In [1]:
import pandas as pd
import numpy as np
import os
from sklearn.linear_model import Ridge
from sklearn.ensemble import GradientBoostingRegressor
import warnings
def ignore_warn(*args, **kwargs):
    pass
warnings.warn = ignore_warn #ignore  warning (from sklearn)

#print(os.listdir("../input"))

Let's Load the Data

In [2]:
house_data = pd.read_csv('../input/train.csv')
house_data_test = pd.read_csv('../input/test.csv')

**Data Cleaning**

Will store the Id column(information) from test dataframe ,in test_parent dataframe.
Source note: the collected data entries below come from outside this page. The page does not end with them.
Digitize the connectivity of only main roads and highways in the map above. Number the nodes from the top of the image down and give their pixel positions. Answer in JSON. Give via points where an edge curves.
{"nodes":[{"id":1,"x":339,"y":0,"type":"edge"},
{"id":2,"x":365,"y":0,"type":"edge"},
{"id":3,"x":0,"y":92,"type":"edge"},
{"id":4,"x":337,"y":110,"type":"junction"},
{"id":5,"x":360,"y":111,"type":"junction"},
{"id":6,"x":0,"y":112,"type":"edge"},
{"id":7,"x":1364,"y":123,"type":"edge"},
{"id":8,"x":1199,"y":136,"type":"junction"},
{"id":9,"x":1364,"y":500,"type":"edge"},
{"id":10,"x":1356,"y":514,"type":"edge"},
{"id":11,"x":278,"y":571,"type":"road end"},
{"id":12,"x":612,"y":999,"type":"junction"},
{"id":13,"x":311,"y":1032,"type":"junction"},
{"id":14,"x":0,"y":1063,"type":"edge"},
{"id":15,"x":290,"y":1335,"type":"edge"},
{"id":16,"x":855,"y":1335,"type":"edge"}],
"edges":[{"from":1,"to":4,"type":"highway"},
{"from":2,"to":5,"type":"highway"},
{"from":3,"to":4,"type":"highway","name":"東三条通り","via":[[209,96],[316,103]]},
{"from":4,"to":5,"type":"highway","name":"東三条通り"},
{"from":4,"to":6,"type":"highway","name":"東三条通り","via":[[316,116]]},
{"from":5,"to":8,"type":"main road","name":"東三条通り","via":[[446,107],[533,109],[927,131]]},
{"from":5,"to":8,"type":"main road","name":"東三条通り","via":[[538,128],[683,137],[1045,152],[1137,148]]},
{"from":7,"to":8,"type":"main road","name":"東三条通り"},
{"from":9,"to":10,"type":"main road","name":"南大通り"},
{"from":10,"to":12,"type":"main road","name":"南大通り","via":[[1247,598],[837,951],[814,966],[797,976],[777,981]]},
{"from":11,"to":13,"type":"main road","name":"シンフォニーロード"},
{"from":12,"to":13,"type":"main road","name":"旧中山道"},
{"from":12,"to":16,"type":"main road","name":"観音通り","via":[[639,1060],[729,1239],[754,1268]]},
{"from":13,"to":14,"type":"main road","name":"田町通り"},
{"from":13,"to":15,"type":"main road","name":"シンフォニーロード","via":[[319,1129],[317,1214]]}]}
Then let's drop the Id column from both test and train data. 

In [3]:
train_parent=house_data
test_parent=house_data_test 
house_data = house_data.drop('Id', axis=1)
house_data_test = house_data_test.drop('Id', axis=1)

Now we will analyze the NaN values present in the dataset and deal with them .

In [4]:
#We will find all the columns which have more than 40 % NaN data and drop then
threshold=0.4 * len(house_data)
df=pd.DataFrame(len(house_data) - house_data.count(),columns=['count'])
df.index[df['count'] > threshold]

Index(['Alley', 'FireplaceQu', 'PoolQC', 'Fence', 'MiscFeature'], dtype='object')

In [5]:
house_data = house_data.drop(['Alley', 'FireplaceQu', 'PoolQC', 'Fence', 'MiscFeature'], axis=1)
house_data_test = house_data_test.drop(['Alley', 'FireplaceQu', 'PoolQC', 'Fence', 'MiscFeature'], axis=1)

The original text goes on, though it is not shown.